An Indian youth walks during heavy rain showers in Mumbai on June 18, 2013. The monsoon, which India’s farming sector depends on, covers the subcontinent from June to September, usually bringing some flooding. But the heavy rains arrived early this year, catching many by surprise. The country has received 68 percent more rain than normal for this time of year, data from the India Meteorological Department shows. AFP PHOTO/ PUNIT PARANJPE

Flood, cyclone, and monsoon update:

In Assam, the State Disaster Management Authority (ASDMA) reported that 56.9 lakh people have been affected in 30 districts in the current floods.

In Bihar, the floods continue, with an additional 1.13 lakh people being affected on Friday, taking the number of affected people to 82.92 lakh. 

The formation of another low-pressure area over the Bay of Bengal has seen rains hit Odisha, which submerged many low- lying areas and claimed five lives. Fishermen have been advised not to venture into the sea along and off Odisha coast from August 24 to 26.

IMD has also predicted heavy rainfall in Mumbai, Thane, and the Raigad and Palghar districts, East Rajasthan, Gujarat, Goa, and the Konkan region. 

Mousuni, an island in West Bengal’s Sundarbans region, was severely impacted between August 20 and 21, having been hit for the third time after Cyclone Amphan and Bulbul. The landfalls of both were within 20 km from the island — a rarity globally.
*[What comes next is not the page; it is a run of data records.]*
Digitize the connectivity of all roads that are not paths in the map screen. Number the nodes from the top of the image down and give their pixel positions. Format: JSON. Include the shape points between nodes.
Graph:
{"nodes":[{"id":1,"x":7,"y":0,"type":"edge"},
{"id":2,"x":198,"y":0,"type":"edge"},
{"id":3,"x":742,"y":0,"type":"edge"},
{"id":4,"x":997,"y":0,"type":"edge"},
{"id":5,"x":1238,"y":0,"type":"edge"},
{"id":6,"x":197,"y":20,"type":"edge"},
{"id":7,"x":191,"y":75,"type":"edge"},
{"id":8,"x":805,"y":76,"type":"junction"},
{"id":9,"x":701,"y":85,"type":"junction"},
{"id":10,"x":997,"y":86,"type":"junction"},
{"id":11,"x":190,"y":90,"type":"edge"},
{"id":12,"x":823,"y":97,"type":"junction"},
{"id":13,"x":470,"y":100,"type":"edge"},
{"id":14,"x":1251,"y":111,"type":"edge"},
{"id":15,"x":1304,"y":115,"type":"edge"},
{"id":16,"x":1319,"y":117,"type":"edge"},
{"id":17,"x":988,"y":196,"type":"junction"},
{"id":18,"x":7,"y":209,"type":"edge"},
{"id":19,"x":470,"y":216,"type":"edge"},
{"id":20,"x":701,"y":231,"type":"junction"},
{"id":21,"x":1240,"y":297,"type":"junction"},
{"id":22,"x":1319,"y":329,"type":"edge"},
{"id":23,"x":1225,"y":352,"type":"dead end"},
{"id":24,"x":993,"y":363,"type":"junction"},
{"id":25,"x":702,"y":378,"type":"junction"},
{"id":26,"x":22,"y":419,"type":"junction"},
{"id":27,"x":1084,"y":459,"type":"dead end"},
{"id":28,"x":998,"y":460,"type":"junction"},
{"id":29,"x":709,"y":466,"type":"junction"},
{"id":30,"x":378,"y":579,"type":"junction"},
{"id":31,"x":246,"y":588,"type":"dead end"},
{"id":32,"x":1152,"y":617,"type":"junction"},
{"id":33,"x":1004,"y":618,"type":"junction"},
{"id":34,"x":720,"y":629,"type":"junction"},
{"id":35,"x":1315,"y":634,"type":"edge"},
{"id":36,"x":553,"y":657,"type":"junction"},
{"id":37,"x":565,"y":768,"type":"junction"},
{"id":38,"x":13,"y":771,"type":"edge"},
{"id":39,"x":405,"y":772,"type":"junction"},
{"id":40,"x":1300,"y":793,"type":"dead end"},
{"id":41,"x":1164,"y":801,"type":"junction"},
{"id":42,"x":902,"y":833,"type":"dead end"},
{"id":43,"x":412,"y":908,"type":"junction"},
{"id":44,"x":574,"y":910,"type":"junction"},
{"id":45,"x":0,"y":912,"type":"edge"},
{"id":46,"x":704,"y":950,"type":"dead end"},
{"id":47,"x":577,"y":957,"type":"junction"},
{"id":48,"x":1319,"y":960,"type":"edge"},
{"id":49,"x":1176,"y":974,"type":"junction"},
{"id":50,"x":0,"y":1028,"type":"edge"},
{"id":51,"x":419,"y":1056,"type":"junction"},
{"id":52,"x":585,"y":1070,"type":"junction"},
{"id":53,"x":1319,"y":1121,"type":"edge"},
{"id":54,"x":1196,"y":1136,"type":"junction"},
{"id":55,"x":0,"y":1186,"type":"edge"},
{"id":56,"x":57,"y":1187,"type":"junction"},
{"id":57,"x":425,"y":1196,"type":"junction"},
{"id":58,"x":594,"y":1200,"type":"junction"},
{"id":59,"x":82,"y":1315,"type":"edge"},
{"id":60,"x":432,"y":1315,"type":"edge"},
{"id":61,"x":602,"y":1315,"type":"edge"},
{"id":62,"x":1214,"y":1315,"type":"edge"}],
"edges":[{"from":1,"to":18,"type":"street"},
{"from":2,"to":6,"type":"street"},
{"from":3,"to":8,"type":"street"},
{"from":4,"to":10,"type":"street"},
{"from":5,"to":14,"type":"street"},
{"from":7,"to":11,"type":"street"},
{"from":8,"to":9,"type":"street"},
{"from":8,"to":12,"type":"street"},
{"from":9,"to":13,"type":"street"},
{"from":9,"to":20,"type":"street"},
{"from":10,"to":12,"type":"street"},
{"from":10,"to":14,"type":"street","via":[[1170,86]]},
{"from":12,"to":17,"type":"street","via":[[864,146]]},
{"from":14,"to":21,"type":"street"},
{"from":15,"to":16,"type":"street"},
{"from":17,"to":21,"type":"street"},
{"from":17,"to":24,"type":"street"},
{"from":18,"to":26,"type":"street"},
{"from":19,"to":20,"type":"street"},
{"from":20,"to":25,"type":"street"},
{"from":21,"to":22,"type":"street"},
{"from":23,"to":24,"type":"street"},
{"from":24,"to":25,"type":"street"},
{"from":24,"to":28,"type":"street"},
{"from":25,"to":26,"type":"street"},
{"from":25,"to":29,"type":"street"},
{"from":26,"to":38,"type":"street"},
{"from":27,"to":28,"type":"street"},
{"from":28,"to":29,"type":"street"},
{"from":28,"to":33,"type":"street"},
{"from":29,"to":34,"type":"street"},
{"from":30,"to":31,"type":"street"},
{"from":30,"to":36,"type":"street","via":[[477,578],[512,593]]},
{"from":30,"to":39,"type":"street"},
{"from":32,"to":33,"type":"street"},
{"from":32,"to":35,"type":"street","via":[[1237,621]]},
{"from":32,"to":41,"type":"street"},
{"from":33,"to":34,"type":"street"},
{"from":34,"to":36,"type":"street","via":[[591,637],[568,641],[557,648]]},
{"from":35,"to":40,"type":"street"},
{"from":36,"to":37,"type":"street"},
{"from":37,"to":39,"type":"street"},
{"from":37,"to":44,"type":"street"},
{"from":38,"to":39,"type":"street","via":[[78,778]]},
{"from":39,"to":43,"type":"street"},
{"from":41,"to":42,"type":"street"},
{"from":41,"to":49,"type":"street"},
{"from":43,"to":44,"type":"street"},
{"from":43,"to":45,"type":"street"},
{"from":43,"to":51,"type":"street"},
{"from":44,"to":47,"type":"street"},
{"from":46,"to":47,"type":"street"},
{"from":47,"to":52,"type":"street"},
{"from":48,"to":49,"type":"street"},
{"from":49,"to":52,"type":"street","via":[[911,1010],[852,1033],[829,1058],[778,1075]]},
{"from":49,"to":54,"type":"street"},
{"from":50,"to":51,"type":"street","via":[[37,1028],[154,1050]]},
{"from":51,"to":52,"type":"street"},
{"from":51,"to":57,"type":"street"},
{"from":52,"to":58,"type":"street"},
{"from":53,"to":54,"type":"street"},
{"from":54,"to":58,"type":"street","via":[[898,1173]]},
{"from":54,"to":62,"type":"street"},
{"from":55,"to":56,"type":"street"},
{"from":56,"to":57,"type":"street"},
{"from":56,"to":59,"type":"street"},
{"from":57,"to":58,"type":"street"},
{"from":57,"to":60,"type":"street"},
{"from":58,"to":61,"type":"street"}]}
Around 3,000 people are severely affected. 

The southwest monsoon hit Kodagu in the first week of June this year, and in July, the rain was 47% lesser than usual. However, this changed in August when the region saw 647 mm of rain between August 1 to August 11. According to the KSNDMC data, in the 24 hours ending at 8:30 am on August 6, Kodagu had received 116 mm rain which is a 454 percent departure from normal.

The reasons behind these excessive rains and landslides have been shown to be a combination of a crack that had developed near the mid-slope of Brahmagiri Hill and the district’s status as a tourist hotspot leading to changing infrastructure and deforestation in the coffee regions. You can read the in-depth study of the region in this report by Arathi Menon in Mongabay-India

The desert is changing too. Unequal rainfall, with fewer days giving more rainfall instead of little rainfall, spread out over the days, is leading to the changing landscape of the Thar desert. The pastures across Bikaner are also reducing due to the growth of agricultural farms and expansion cities because of population changes. Read more in this report by Rishika Pardikar.

Other environmental updates this week:

Hydroelectric plant fire kills 9, 3 injured

Oil India Limited is still trying to cap the blowout at Baghjan after three unsuccessful attempts to douse the fire since June 9. More details about their trials are explained here. 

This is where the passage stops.